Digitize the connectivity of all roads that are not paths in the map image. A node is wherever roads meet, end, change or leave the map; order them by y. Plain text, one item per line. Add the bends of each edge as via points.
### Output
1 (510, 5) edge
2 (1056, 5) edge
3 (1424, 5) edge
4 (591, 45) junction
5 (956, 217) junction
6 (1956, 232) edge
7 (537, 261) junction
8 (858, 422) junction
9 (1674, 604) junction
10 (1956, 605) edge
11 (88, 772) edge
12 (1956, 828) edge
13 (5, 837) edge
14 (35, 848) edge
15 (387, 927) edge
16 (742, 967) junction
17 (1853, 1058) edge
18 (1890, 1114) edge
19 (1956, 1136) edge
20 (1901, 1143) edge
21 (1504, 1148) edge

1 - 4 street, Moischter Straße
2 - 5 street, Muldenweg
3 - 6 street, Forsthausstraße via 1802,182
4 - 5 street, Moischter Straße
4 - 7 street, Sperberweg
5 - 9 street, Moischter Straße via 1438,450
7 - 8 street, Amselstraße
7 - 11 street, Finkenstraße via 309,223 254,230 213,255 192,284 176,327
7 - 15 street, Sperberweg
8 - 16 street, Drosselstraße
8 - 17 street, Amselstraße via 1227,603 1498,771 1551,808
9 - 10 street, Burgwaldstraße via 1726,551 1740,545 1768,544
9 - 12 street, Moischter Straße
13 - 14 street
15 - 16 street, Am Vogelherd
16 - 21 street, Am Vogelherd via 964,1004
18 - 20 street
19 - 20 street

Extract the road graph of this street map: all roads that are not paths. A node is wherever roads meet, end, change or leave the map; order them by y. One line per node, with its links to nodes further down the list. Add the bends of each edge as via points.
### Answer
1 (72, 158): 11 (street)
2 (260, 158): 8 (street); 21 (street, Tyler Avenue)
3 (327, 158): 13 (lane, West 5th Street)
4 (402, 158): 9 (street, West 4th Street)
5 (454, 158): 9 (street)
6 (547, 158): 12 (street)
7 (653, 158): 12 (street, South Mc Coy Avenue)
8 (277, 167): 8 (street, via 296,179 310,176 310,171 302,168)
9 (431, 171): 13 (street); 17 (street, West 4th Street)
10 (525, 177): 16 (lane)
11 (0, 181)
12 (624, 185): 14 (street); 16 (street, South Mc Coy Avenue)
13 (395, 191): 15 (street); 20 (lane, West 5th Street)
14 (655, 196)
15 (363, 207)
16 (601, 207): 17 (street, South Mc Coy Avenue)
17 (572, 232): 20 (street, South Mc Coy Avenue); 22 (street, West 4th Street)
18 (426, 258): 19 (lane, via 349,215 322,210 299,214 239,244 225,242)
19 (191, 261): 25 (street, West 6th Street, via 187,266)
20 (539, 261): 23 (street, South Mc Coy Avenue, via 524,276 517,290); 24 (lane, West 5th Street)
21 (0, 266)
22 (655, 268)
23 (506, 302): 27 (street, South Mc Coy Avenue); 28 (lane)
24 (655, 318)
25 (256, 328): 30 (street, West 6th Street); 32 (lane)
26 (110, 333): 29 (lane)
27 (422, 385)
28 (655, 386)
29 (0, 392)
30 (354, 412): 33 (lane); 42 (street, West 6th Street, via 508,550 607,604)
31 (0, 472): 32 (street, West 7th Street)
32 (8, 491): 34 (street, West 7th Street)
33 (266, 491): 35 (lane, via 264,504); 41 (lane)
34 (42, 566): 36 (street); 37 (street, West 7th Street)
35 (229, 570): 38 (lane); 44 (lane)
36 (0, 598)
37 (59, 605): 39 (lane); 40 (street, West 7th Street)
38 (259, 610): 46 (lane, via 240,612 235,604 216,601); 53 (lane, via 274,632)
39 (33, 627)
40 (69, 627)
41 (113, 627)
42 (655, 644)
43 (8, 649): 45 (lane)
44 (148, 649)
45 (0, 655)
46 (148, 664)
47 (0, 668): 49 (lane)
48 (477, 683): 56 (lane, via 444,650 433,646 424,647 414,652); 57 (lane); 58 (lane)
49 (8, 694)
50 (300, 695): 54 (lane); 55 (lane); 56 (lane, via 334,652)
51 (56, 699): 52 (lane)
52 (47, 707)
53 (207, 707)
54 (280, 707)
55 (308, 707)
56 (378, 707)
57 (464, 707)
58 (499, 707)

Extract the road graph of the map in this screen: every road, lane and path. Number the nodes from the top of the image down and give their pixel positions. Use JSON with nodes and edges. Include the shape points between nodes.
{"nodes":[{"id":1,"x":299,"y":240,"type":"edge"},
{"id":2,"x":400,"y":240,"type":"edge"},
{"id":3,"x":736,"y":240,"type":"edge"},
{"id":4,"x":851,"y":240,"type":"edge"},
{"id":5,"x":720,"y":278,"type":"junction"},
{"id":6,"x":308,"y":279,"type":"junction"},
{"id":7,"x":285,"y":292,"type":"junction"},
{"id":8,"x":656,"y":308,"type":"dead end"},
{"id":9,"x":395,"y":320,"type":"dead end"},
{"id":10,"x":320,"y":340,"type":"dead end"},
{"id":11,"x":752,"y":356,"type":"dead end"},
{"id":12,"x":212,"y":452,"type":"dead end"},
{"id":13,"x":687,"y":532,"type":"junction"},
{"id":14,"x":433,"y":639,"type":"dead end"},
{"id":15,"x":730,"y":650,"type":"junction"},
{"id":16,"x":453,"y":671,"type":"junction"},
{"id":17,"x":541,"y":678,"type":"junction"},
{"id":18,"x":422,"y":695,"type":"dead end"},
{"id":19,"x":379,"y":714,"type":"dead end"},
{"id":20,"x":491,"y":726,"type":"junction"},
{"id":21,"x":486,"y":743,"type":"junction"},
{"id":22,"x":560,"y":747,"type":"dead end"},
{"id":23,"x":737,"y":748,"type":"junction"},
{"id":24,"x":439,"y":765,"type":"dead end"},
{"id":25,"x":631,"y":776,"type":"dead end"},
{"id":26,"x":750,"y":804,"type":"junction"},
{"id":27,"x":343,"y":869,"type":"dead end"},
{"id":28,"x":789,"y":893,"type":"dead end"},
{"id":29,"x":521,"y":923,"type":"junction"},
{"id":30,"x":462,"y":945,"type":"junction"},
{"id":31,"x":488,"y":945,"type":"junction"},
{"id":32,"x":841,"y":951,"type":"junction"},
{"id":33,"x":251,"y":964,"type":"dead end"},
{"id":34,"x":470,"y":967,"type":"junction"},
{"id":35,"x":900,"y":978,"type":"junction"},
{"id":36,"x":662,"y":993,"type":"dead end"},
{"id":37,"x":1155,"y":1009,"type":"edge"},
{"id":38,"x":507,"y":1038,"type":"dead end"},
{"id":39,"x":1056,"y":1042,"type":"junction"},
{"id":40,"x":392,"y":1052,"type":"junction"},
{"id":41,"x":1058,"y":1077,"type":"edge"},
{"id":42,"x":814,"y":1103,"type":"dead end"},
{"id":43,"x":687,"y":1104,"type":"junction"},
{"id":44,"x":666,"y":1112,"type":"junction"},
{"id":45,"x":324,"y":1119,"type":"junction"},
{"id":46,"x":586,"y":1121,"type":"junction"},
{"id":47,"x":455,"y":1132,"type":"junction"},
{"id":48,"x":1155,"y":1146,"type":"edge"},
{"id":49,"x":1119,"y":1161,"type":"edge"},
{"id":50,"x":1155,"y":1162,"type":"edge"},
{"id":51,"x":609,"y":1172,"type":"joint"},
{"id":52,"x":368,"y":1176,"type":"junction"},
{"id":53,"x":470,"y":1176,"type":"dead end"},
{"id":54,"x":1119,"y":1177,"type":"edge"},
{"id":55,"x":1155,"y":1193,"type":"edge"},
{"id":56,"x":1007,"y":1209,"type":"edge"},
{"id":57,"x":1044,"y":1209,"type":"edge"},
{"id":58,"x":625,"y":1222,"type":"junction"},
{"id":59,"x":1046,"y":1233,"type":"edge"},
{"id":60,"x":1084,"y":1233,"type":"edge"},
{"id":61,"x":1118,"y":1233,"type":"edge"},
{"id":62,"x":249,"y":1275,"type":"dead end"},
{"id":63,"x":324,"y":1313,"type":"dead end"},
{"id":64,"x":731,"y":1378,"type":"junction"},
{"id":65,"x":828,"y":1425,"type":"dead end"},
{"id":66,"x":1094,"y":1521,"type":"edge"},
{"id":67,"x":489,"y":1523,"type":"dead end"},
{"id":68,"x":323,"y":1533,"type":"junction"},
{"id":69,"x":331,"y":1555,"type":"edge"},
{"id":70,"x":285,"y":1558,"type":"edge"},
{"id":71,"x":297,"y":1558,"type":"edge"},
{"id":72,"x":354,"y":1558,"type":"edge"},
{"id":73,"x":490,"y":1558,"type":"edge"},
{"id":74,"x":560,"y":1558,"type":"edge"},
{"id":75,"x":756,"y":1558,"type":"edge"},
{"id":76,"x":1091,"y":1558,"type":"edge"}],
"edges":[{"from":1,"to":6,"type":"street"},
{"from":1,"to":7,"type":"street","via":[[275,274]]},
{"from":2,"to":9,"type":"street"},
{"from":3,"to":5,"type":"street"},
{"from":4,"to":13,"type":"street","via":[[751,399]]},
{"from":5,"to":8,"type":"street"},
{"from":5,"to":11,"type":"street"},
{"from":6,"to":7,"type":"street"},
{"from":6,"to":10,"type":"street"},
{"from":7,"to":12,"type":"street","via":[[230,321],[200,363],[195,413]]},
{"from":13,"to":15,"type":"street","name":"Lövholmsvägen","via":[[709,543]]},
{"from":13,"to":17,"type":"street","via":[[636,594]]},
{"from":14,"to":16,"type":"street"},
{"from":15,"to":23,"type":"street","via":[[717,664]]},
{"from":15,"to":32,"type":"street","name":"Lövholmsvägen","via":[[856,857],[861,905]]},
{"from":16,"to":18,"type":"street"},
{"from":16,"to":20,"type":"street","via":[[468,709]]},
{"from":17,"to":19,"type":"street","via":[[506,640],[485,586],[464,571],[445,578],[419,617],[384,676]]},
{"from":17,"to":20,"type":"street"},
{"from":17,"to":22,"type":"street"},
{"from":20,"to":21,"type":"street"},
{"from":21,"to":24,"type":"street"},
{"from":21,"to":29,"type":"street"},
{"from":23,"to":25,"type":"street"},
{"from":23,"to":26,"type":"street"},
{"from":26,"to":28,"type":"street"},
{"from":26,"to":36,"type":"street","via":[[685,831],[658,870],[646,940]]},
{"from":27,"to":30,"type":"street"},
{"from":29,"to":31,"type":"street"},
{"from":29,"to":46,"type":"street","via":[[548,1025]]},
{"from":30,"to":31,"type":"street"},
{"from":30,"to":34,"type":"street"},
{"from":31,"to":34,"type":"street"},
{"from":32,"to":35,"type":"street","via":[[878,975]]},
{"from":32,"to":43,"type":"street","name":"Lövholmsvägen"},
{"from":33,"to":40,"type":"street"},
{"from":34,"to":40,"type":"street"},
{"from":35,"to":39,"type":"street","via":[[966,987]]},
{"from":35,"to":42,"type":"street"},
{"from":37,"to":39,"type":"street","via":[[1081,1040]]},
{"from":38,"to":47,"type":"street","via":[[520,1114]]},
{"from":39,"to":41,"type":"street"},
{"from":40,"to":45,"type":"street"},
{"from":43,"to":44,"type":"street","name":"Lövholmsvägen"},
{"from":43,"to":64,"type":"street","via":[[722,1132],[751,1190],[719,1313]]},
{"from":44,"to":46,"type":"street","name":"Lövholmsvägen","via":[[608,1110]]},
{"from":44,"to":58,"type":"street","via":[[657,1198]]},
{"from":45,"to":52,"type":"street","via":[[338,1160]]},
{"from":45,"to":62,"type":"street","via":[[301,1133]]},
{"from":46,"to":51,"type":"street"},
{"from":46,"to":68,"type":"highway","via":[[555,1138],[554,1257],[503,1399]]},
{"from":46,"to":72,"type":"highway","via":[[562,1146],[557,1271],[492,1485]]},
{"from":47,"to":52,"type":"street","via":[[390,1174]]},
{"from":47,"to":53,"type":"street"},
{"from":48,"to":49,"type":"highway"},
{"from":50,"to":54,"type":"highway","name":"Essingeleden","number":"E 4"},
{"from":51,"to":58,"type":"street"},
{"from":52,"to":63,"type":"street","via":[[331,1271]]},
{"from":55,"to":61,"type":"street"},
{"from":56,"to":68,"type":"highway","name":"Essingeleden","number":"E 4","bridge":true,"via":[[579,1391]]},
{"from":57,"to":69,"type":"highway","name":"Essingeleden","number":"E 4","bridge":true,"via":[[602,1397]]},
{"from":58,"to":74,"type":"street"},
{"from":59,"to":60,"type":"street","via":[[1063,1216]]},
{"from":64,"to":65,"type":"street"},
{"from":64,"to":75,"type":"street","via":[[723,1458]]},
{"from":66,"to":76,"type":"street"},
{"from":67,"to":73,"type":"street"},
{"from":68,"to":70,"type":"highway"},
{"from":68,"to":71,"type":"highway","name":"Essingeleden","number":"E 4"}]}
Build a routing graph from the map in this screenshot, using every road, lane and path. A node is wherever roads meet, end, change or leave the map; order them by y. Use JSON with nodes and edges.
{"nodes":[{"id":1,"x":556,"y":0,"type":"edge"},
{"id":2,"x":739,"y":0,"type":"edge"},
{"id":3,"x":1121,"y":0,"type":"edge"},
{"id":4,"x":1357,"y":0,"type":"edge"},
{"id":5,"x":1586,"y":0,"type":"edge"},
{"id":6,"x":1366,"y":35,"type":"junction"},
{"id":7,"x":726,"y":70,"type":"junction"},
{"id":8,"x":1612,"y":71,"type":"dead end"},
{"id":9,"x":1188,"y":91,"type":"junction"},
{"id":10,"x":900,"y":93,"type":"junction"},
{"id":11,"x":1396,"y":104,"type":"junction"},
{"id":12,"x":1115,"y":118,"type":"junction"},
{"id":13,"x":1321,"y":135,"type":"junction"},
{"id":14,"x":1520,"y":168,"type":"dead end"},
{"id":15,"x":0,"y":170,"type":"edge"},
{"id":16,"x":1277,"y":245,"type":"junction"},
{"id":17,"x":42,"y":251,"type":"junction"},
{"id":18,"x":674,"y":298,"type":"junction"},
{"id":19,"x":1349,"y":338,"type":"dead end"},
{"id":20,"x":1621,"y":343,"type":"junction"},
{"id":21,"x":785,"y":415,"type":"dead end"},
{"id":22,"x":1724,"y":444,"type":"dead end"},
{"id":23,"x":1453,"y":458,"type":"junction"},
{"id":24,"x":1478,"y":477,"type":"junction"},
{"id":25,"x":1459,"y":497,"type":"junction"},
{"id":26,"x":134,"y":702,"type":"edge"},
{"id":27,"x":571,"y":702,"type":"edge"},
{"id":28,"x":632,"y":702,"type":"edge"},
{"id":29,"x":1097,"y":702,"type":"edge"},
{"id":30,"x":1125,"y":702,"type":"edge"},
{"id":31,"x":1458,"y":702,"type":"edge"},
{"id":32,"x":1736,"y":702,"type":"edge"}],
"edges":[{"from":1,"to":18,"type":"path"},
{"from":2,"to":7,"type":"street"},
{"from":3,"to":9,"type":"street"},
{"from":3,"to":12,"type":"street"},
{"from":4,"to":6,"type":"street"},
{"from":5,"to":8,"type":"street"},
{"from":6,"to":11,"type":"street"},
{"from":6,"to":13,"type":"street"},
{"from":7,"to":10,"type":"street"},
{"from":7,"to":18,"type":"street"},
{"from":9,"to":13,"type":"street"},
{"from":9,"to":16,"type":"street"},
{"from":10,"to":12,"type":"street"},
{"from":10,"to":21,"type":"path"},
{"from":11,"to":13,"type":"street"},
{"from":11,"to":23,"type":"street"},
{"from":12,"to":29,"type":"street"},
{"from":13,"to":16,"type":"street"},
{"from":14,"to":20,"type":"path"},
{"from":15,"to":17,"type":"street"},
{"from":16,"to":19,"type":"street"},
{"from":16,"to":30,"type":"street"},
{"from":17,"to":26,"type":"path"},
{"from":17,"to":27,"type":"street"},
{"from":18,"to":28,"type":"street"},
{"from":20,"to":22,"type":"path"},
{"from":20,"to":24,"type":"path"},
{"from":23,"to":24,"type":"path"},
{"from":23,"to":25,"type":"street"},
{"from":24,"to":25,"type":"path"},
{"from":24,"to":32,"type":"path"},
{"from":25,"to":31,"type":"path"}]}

********************

What to produce:
Quote verbatim the opening lines of the listing above, ending with the line where "Extract the road graph of this" appears; include both endpoints and nothing more.

Response:
Digitize the connectivity of all roads that are not paths in the map image. A node is wherever roads meet, end, change or leave the map; order them by y. Plain text, one item per line. Add the bends of each edge as via points.
### Output
1 (510, 5) edge
2 (1056, 5) edge
3 (1424, 5) edge
4 (591, 45) junction
5 (956, 217) junction
6 (1956, 232) edge
7 (537, 261) junction
8 (858, 422) junction
9 (1674, 604) junction
10 (1956, 605) edge
11 (88, 772) edge
12 (1956, 828) edge
13 (5, 837) edge
14 (35, 848) edge
15 (387, 927) edge
16 (742, 967) junction
17 (1853, 1058) edge
18 (1890, 1114) edge
19 (1956, 1136) edge
20 (1901, 1143) edge
21 (1504, 1148) edge

1 - 4 street, Moischter Straße
2 - 5 street, Muldenweg
3 - 6 street, Forsthausstraße via 1802,182
4 - 5 street, Moischter Straße
4 - 7 street, Sperberweg
5 - 9 street, Moischter Straße via 1438,450
7 - 8 street, Amselstraße
7 - 11 street, Finkenstraße via 309,223 254,230 213,255 192,284 176,327
7 - 15 street, Sperberweg
8 - 16 street, Drosselstraße
8 - 17 street, Amselstraße via 1227,603 1498,771 1551,808
9 - 10 street, Burgwaldstraße via 1726,551 1740,545 1768,544
9 - 12 street, Moischter Straße
13 - 14 street
15 - 16 street, Am Vogelherd
16 - 21 street, Am Vogelherd via 964,1004
18 - 20 street
19 - 20 street

Extract the road graph of this street map: all roads that are not paths. A node is wherever roads meet, end, change or leave the map; order them by y. One line per node, with its links to nodes further down the list. Add the bends of each edge as via points.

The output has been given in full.